John Nugée: Central banking: edging closer to normality


After seven long years of unorthodox monetary policy, the major central banks are beginning to consider not just if, but when and how to return to more normal operations.

Last Thursday, Mario Draghi, the president of the European Central Bank, said that while the ECB’s interest rates would stay unchanged, there was “no longer a sense of urgency for taking further actions” on monetary stimulus, and later this week the US Federal Reserve is almost universally expected to raise its official interest rates.

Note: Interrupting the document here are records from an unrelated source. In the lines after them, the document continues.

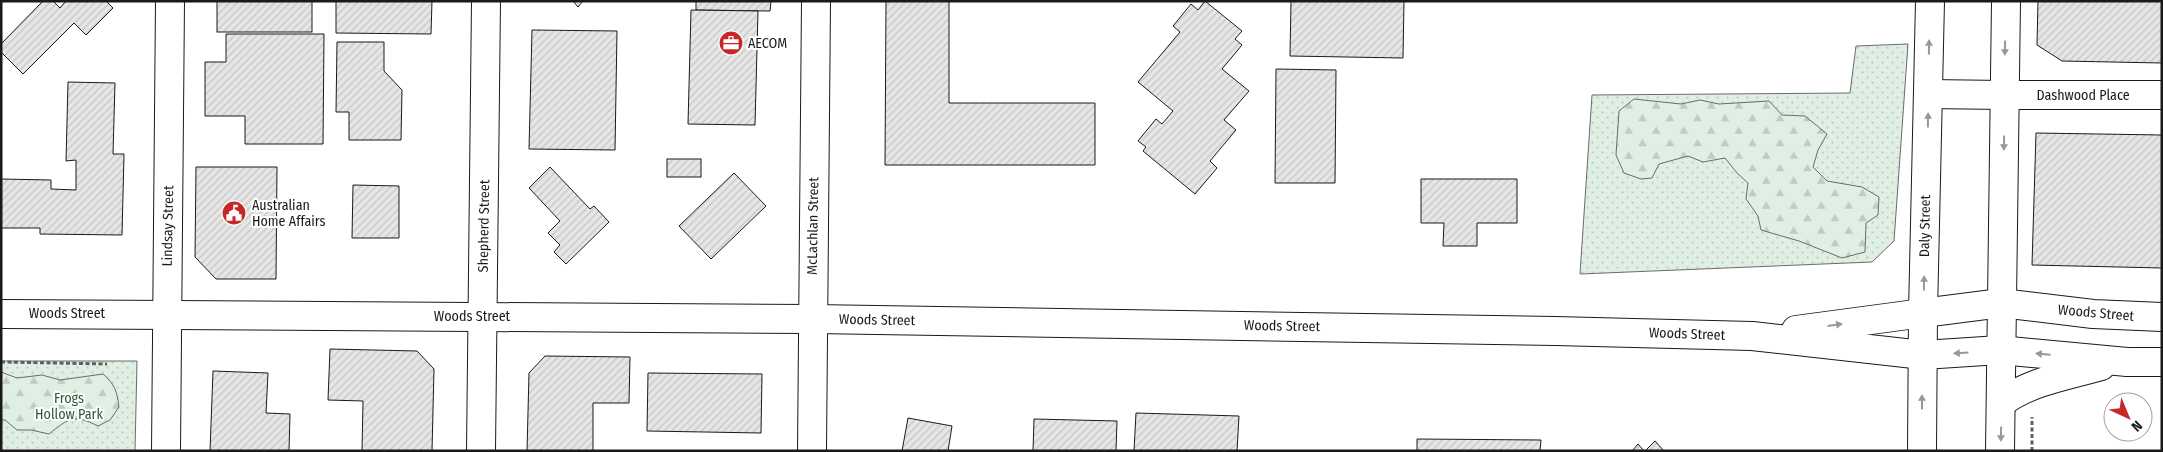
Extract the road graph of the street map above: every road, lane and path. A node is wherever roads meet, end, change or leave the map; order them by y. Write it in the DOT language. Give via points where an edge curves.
graph roads {
  1 [pos="170,1"];
  2 [pos="486,1"];
  3 [pos="816,1"];
  4 [pos="1930,1"];
  5 [pos="2006,1"];
  6 [pos="1928,94"];
  7 [pos="2005,95"];
  8 [pos="2162,95"];
  9 [pos="2001,303"];
  10 [pos="1923,313"];
  11 [pos="1,314"];
  12 [pos="167,314"];
  13 [pos="483,316"];
  14 [pos="2162,317"];
  15 [pos="812,319"];
  16 [pos="1752,336"];
  17 [pos="2000,350"];
  18 [pos="1923,355"];
  19 [pos="1,362"];
  20 [pos="2128,362"];
  21 [pos="2162,362"];
  22 [pos="107,364"];
  23 [pos="2001,403"];
  24 [pos="2032,414"];
  25 [pos="166,451"];
  26 [pos="481,451"];
  27 [pos="812,451"];
  28 [pos="1922,451"];
  29 [pos="2000,451"];
  30 [pos="2032,451"];
  1 -- 12 [label="street, Lindsay Street"];
  2 -- 13 [label="street, Shepherd Street"];
  3 -- 15 [label="street, McLachlan Street"];
  6 -- 4 [label="street, Daly Street, one-way"];
  5 -- 7 [label="street, one-way"];
  6 -- 7 [label="street, Dashwood Place"];
  10 -- 6 [label="street, Daly Street, one-way"];
  7 -- 8 [label="street, Dashwood Place"];
  7 -- 9 [label="street, one-way"];
  9 -- 10 [label="street, Woods Street"];
  9 -- 14 [label="street, Woods Street" via="2093,314"];
  9 -- 17 [label="street"];
  16 -- 10 [label="street, Woods Street, one-way"];
  10 -- 18 [label="street, Daly Street"];
  11 -- 12 [label="street, Woods Street"];
  12 -- 13 [label="street, Woods Street"];
  12 -- 25 [label="street, Lindsay Street"];
  13 -- 15 [label="street, Woods Street"];
  13 -- 26 [label="street, Shepherd Street"];
  15 -- 16 [label="street, Woods Street"];
  15 -- 27 [label="street, McLachlan Street"];
  16 -- 18 [label="street, Woods Street"];
  17 -- 18 [label="street, Woods Street, one-way"];
  20 -- 17 [label="street, one-way"];
  17 -- 23 [label="street"];
  28 -- 18 [label="street, Daly Street, one-way"];
  19 -- 22 [label="path"];
  20 -- 21 [label="street"];
  20 -- 23 [label="street" via="2048,380"];
  23 -- 29 [label="street, one-way"];
  24 -- 30 [label="path"];
}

Nor, unlike in 2015 and 2016, is the Fed likely this year to be “one and done” – in both the last two years, the first increase in Fed Funds rate was also the last of the year, but this year most market commentators are pencilling in at least one and possibly two further rises after Wednesday’s expected hike.

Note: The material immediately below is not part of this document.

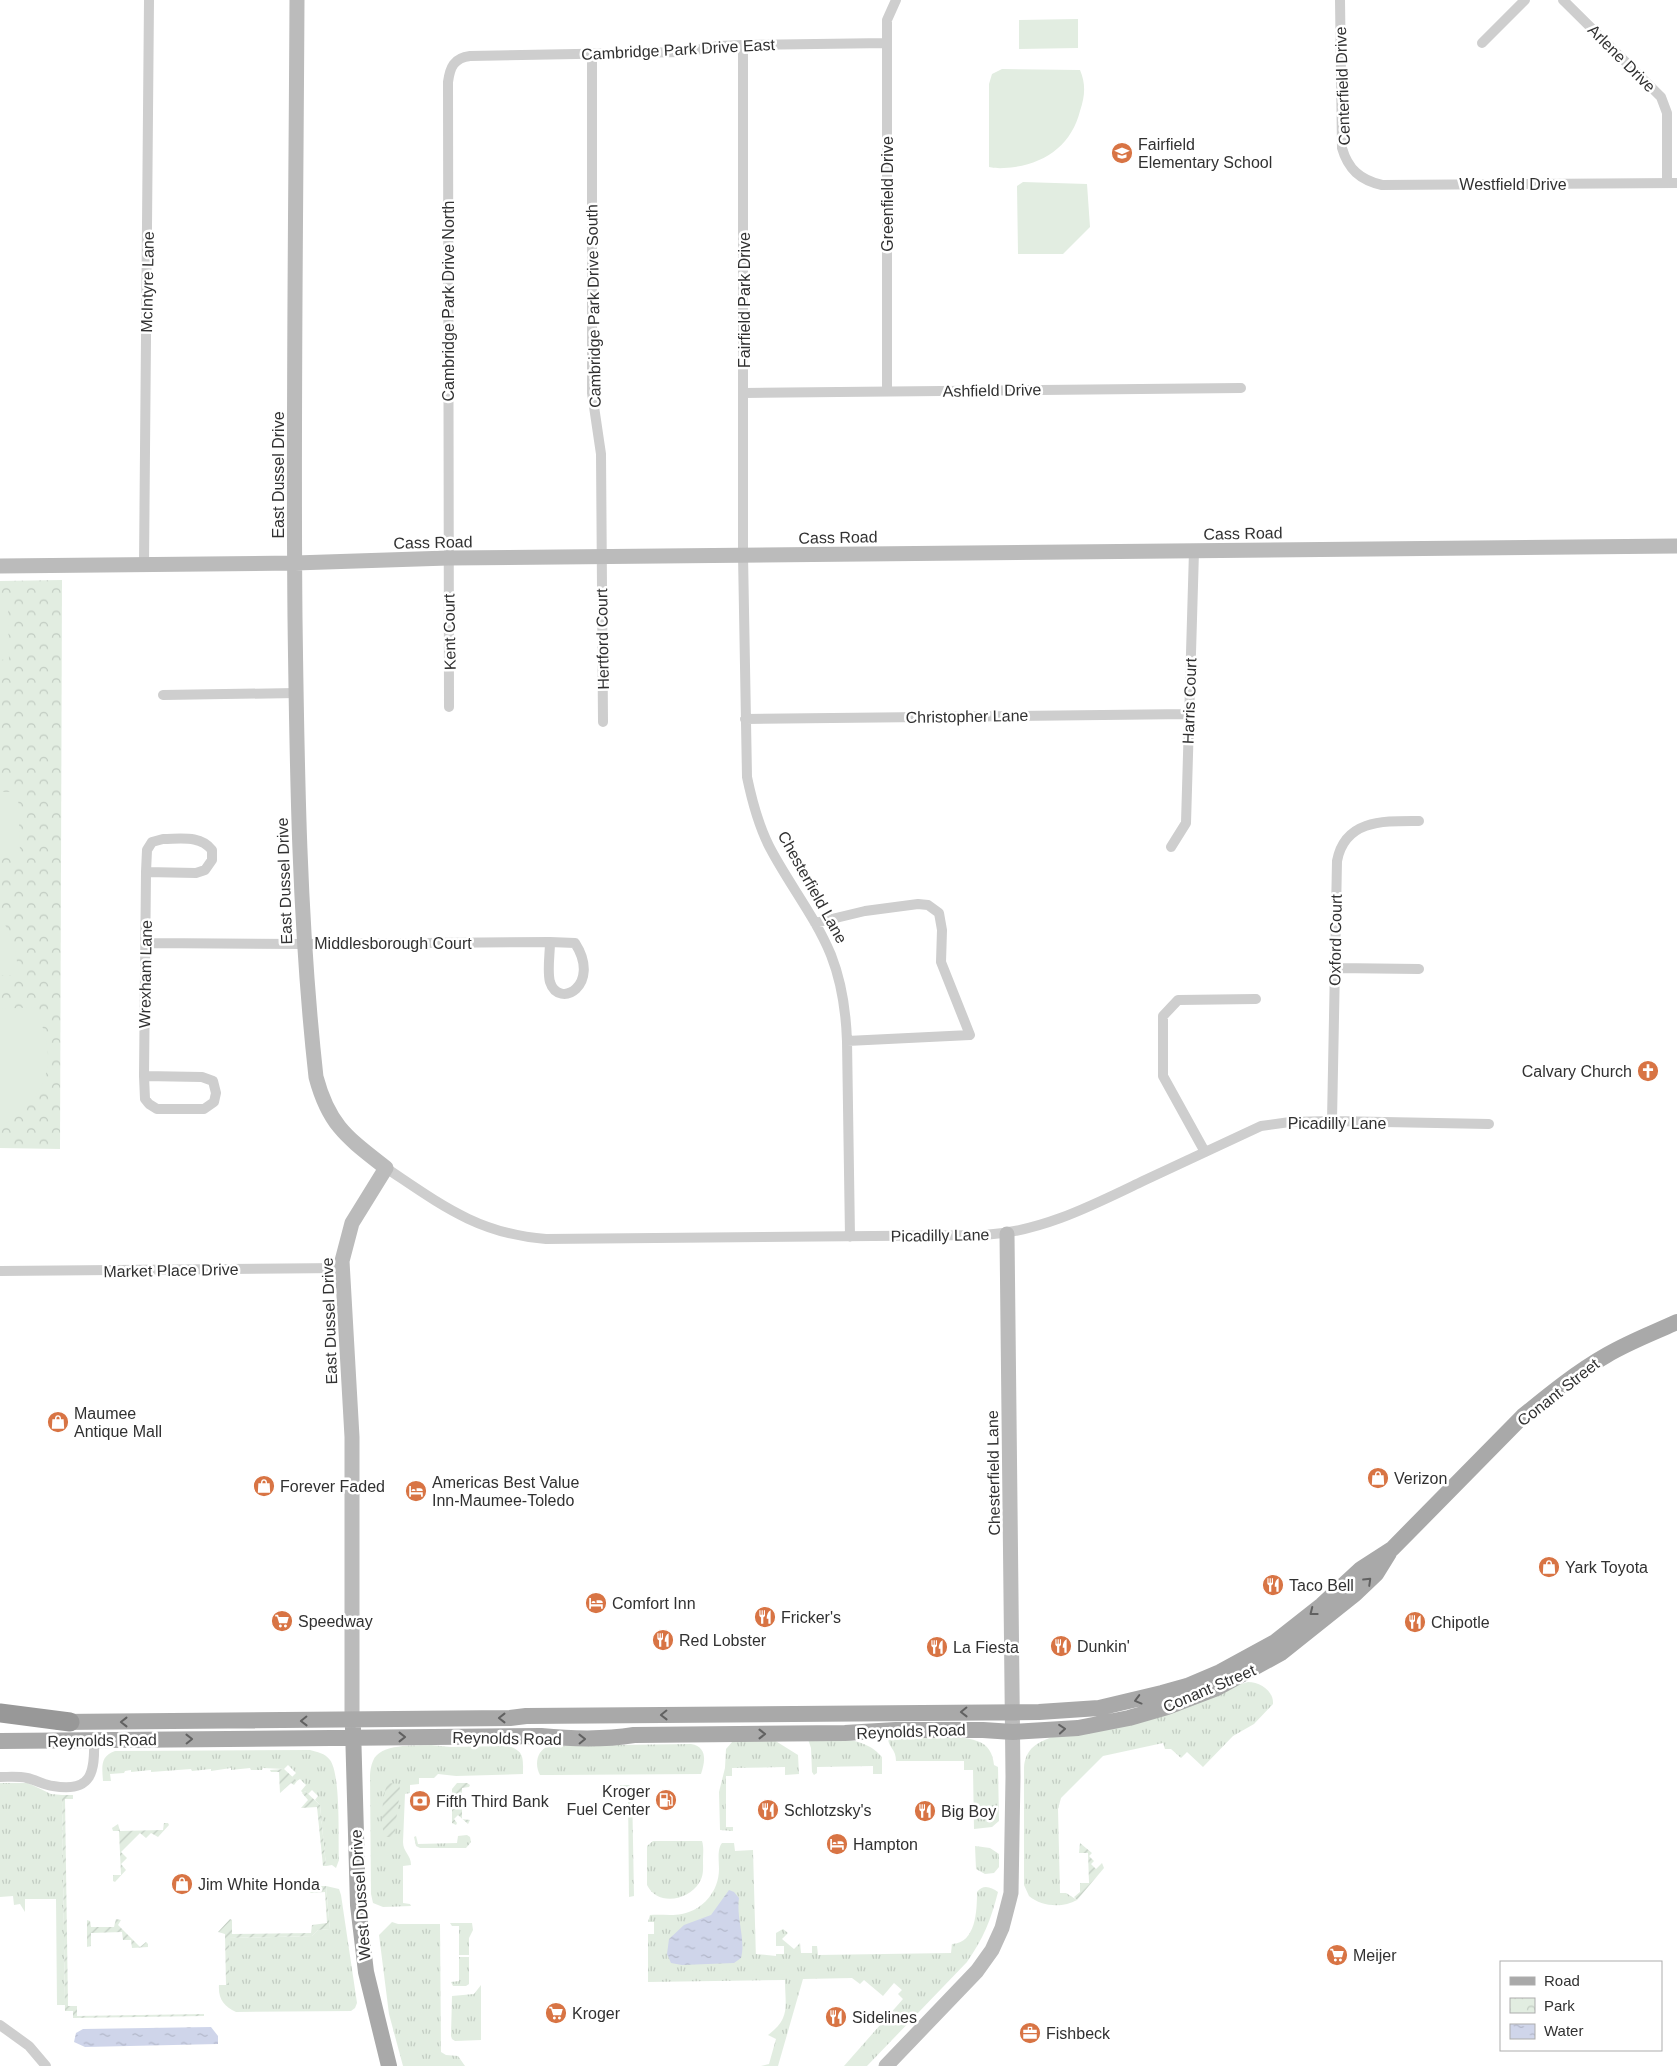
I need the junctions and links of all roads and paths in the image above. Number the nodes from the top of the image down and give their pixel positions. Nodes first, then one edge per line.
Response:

But if interest rate rises are well and truly back on the agenda in much of the G7, another consequence of the unorthodox policies of recent years is still very much with us.  Central bank balance sheets remain very large indeed – well over 20% of GDP for the Fed, the ECB and the Bank of England and very much more than that for the Bank of Japan.  And there are few signs that this is about to change any time soon.

[...]the desire to end the experiment of QE is felt keenly, partly because of the natural wish to be able to declare “mission accomplished, crisis over”, but partly also to return markets to an independent existence from which central banks can once again derive useful information.

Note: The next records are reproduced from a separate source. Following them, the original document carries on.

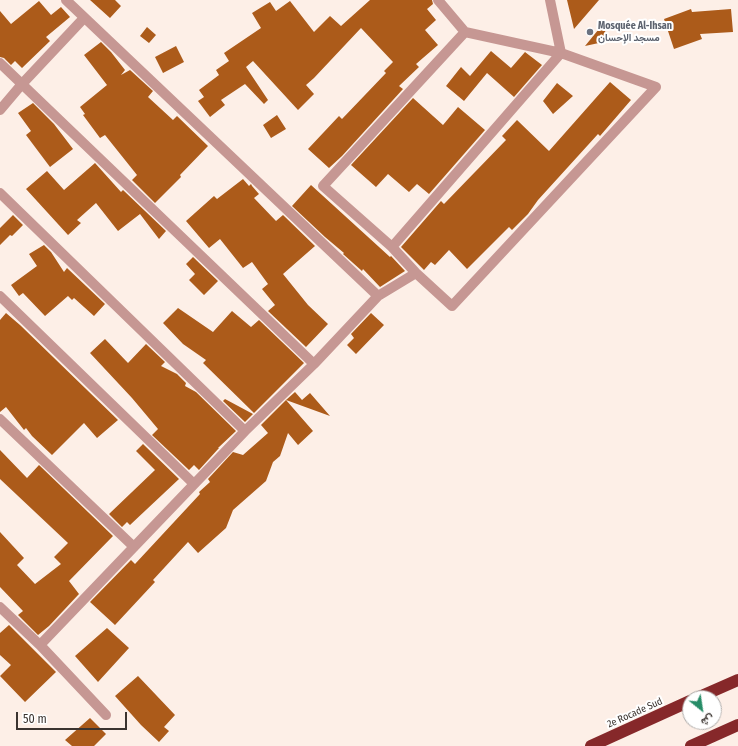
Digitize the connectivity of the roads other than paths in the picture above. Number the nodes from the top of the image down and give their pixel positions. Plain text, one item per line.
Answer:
1 (66, 0) edge
2 (438, 0) edge
3 (550, 0) edge
4 (84, 18) junction
5 (465, 32) junction
6 (561, 53) junction
7 (0, 63) edge
8 (22, 84) junction
9 (0, 110) edge
10 (0, 193) edge
11 (392, 247) junction
12 (416, 274) junction
13 (0, 296) edge
14 (378, 296) junction
15 (314, 364) junction
16 (0, 419) edge
17 (245, 431) junction
18 (194, 484) junction
19 (134, 547) junction
20 (0, 607) edge
21 (40, 645) junction
22 (738, 680) edge
23 (715, 690) edge
24 (682, 705) edge
25 (106, 715) dead end
26 (738, 725) edge
27 (591, 746) edge
28 (690, 746) edge

1 - 4 street
2 - 5 street
3 - 6 street
4 - 8 street
4 - 14 street
5 - 6 street
5 - 11 street
6 - 11 street
6 - 12 street
7 - 8 street
8 - 9 street
8 - 15 street
10 - 17 street
11 - 12 street
12 - 14 street
13 - 18 street
14 - 15 street
15 - 17 street
16 - 19 street
17 - 18 street
18 - 19 street
19 - 21 street
20 - 21 street
21 - 25 street
22 - 23 highway
24 - 27 highway, 2e Rocade Sud
26 - 28 highway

But in order to take the debate from within their own councils, and bring it out into the public domain, central banks will need to address three specific issues, and create a coherent narrative for all three.

First, they will need to be able to answer the line that “In the good old days (i.e. pre-2007, pre-2000, pre-1986, pre-1970 – pick the period and rose-tinted spectacles of your choice) life was good, economies worked and central banks had small balance sheets.  If we can only get back to small central bank balance sheets then the good life and prosperous economies will return”.

This is simplistic, and it should be easy to rebut – it confuses coincidence and causality, and ignores all the other changes since QE was brought in, not least the effect that very low interest rates have had on the interaction between bank reserves and interest rate policy.  But it is so seductive an argument that central bankers cannot assume that it will not need their careful attention.

Second, they will need to have a coherent theory for whether the impact of the central bank balance sheet on an economy is predominantly a stock matter or a flow matter. Is it the fact of having a large balance sheet that matters, or is it the act of growing it?  And at the end of QE, is the return to normality when the central bank balance sheet stops growing, or when it shrinks back to some predetermined and smaller size?  (And if so, what size?)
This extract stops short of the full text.